## [WORK INSTRUCTION]
Nothing but the lines from the start of the records through the line that contains "Write the network" is to be copied, and each is to be copied exactly.

####

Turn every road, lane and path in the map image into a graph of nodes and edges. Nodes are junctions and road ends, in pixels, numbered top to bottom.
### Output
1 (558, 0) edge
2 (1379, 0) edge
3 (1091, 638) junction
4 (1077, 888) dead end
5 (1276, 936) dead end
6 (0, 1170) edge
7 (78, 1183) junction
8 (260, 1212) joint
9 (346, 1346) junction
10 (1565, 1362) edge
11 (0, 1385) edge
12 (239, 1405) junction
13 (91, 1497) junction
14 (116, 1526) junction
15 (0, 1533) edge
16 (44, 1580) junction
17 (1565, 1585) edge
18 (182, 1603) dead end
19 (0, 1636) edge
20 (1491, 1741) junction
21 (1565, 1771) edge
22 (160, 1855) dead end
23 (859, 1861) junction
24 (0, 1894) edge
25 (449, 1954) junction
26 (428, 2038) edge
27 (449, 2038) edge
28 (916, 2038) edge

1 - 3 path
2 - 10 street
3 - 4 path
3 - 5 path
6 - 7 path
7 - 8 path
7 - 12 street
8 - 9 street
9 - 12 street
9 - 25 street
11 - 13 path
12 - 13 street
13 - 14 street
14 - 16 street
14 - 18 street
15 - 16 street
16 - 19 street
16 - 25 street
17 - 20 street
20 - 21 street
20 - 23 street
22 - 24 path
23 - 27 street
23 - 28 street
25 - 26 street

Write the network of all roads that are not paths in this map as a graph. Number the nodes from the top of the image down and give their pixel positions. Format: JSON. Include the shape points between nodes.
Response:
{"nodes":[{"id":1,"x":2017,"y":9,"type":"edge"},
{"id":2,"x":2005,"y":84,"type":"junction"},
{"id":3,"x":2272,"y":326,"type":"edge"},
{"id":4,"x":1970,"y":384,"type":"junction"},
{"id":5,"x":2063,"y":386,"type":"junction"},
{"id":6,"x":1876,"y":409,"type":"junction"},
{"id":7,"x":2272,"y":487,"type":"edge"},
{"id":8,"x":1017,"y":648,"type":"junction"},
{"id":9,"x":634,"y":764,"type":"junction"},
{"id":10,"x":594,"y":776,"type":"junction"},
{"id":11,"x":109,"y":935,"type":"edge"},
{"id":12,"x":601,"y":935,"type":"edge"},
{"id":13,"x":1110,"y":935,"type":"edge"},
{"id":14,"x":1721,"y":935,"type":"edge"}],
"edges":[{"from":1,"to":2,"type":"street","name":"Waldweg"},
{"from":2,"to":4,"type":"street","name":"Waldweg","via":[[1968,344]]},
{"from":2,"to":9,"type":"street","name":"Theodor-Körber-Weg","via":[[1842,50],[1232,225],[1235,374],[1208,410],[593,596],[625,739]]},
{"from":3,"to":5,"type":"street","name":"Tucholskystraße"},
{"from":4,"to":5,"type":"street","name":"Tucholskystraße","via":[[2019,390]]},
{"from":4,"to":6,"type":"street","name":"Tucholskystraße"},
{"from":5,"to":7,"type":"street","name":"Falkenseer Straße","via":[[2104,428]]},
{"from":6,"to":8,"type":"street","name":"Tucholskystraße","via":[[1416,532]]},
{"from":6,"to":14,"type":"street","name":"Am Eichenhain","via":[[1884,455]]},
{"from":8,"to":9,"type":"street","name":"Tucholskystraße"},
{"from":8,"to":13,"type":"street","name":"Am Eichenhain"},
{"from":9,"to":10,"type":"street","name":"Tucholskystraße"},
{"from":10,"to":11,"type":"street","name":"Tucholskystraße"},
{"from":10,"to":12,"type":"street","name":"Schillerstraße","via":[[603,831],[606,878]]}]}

####

## [OUTPUT FOR THIS EXERCISE]
Turn every road, lane and path in the map image into a graph of nodes and edges. Nodes are junctions and road ends, in pixels, numbered top to bottom.
### Output
1 (558, 0) edge
2 (1379, 0) edge
3 (1091, 638) junction
4 (1077, 888) dead end
5 (1276, 936) dead end
6 (0, 1170) edge
7 (78, 1183) junction
8 (260, 1212) joint
9 (346, 1346) junction
10 (1565, 1362) edge
11 (0, 1385) edge
12 (239, 1405) junction
13 (91, 1497) junction
14 (116, 1526) junction
15 (0, 1533) edge
16 (44, 1580) junction
17 (1565, 1585) edge
18 (182, 1603) dead end
19 (0, 1636) edge
20 (1491, 1741) junction
21 (1565, 1771) edge
22 (160, 1855) dead end
23 (859, 1861) junction
24 (0, 1894) edge
25 (449, 1954) junction
26 (428, 2038) edge
27 (449, 2038) edge
28 (916, 2038) edge

1 - 3 path
2 - 10 street
3 - 4 path
3 - 5 path
6 - 7 path
7 - 8 path
7 - 12 street
8 - 9 street
9 - 12 street
9 - 25 street
11 - 13 path
12 - 13 street
13 - 14 street
14 - 16 street
14 - 18 street
15 - 16 street
16 - 19 street
16 - 25 street
17 - 20 street
20 - 21 street
20 - 23 street
22 - 24 path
23 - 27 street
23 - 28 street
25 - 26 street

Write the network of all roads that are not paths in this map as a graph. Number the nodes from the top of the image down and give their pixel positions. Format: JSON. Include the shape points between nodes.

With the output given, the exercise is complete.